The "Off" Button That Lets Plants Make Flowers
Research led Doris Wagner, Robert I. Williams Term Professor of Biology, identified a gene that, when stifled, generates blooms.
While most animals are born with all the organs they’ll ever have, plants generate new organs, including flowers, leaves, and branches, throughout their lifespan. A new study of flower formation by Doris Wagner and her lab shows how one molecular pathway is stifled in order for blooms to arise—a key step in plant reproduction.
“Identity is not just what you are; it’s what you aren’t,” says Wagner, Robert I. Williams Term Professor of Biology. “There are so many alternative fates that any cell or tissue type could have in an organism that aren’t realized, and that they’re not realized is part of that identity.”

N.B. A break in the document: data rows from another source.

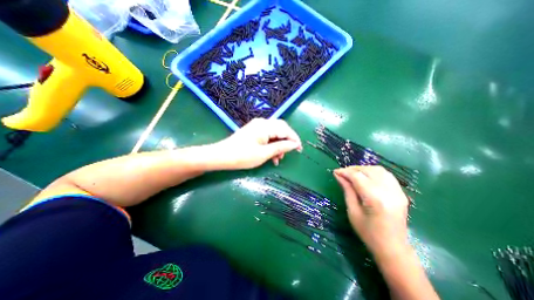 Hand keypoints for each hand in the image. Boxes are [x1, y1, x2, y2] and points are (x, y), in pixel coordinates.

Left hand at [214, 118, 304, 169]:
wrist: (221, 156)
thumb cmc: (242, 156)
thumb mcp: (264, 154)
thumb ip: (280, 147)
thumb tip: (294, 144)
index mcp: (265, 126)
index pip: (285, 129)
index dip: (294, 139)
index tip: (300, 149)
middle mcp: (262, 123)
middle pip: (281, 129)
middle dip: (287, 141)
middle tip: (289, 153)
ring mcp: (257, 126)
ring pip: (274, 133)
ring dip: (279, 145)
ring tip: (278, 159)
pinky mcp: (254, 131)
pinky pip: (267, 136)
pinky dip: (272, 144)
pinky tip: (272, 155)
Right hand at [333, 165, 409, 261]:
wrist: (393, 248)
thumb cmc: (368, 233)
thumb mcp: (352, 211)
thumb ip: (347, 190)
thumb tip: (338, 175)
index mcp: (375, 199)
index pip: (357, 177)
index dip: (345, 172)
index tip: (335, 172)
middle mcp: (388, 192)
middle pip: (368, 170)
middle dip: (352, 169)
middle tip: (342, 173)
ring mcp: (398, 192)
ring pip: (378, 169)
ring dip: (363, 169)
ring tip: (353, 174)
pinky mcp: (401, 193)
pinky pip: (386, 175)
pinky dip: (373, 172)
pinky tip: (366, 177) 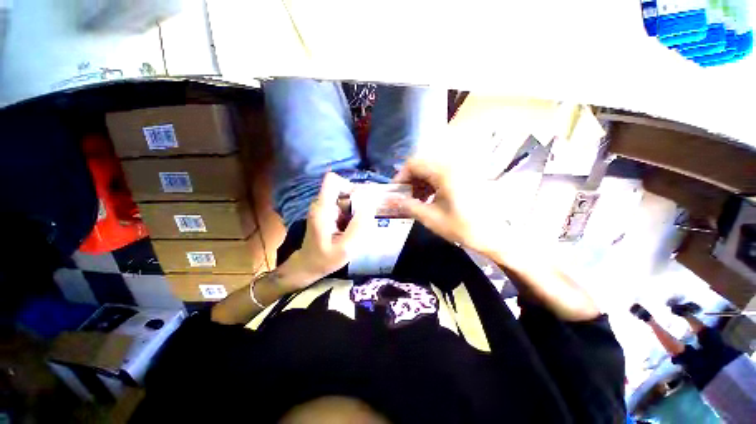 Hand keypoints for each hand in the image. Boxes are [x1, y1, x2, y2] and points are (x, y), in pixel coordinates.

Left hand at [291, 172, 374, 284]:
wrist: (308, 265)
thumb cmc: (325, 259)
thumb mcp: (345, 248)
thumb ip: (358, 226)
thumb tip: (370, 204)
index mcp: (323, 209)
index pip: (332, 180)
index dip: (349, 185)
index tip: (360, 201)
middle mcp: (321, 204)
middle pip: (342, 188)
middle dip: (357, 200)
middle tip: (363, 218)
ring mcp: (324, 208)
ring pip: (344, 197)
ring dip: (355, 208)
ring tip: (357, 226)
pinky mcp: (327, 212)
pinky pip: (343, 205)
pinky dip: (351, 213)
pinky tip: (351, 228)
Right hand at [391, 158, 513, 260]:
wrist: (495, 235)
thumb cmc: (463, 227)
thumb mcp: (431, 218)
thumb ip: (408, 206)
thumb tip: (390, 200)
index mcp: (444, 172)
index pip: (413, 164)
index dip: (400, 176)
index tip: (395, 191)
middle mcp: (452, 164)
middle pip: (422, 164)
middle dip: (409, 180)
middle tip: (404, 197)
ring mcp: (460, 169)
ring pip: (431, 169)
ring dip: (419, 182)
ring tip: (415, 200)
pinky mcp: (464, 175)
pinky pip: (441, 174)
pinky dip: (431, 183)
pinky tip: (429, 198) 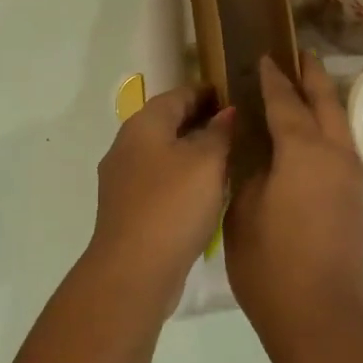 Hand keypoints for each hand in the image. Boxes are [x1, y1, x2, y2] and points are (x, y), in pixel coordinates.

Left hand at [88, 85, 234, 315]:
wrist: (134, 270)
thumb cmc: (173, 205)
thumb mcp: (206, 162)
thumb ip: (219, 132)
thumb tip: (227, 112)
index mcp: (143, 125)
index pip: (178, 94)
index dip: (207, 92)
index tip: (235, 94)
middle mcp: (127, 146)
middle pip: (167, 123)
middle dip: (200, 121)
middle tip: (238, 126)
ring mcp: (124, 180)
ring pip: (163, 153)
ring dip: (192, 151)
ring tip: (229, 157)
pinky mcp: (129, 210)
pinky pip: (160, 181)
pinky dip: (183, 177)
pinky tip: (206, 191)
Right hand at [225, 55, 362, 350]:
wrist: (320, 318)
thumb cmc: (271, 264)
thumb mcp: (242, 210)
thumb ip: (246, 169)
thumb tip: (249, 144)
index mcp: (303, 151)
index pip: (285, 102)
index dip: (272, 79)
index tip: (263, 57)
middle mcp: (334, 155)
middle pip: (326, 102)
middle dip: (311, 76)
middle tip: (298, 54)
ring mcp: (350, 178)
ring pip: (340, 124)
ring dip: (325, 100)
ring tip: (307, 86)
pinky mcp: (355, 199)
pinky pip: (342, 146)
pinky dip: (328, 127)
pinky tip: (313, 135)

In animals, it’s been known that pathways governing stem cells must be repressed in order to give rise to organs. The new findings, published in the journal Nature Communications, represent the first time that the same phenomenon has been demonstrated in plants.
Wagner’s lab has long focused on flower formation, given its central role in both reproduction and agricultural yield. Recently, they’ve turned attention to a group of enzymes known as auxin response factors (ARFs), which regulate the transcription of DNA into RNA and respond to auxin, a plant hormone that governs a wide range of aspects of plant development. One ARF is MONOPTEROS (MP), known to activate genes that promote flower formation.
Guided by research from other groups, Wagner’s team studied two other ARFs that had been found to repress developmental pathways in plants, ETT and ARF4. They noticed that these genes were expressed in the primordial “founder” cells of the plant—those that give rise to flowers—suggesting the ARFs may play a role in flower formation. When Wagner and colleagues created a mutant plant that lacked normal levels of MP, ETT, and ARF4, they wound up with very odd, triangle-shaped plants that failed to develop any flowers, leaves, or branches.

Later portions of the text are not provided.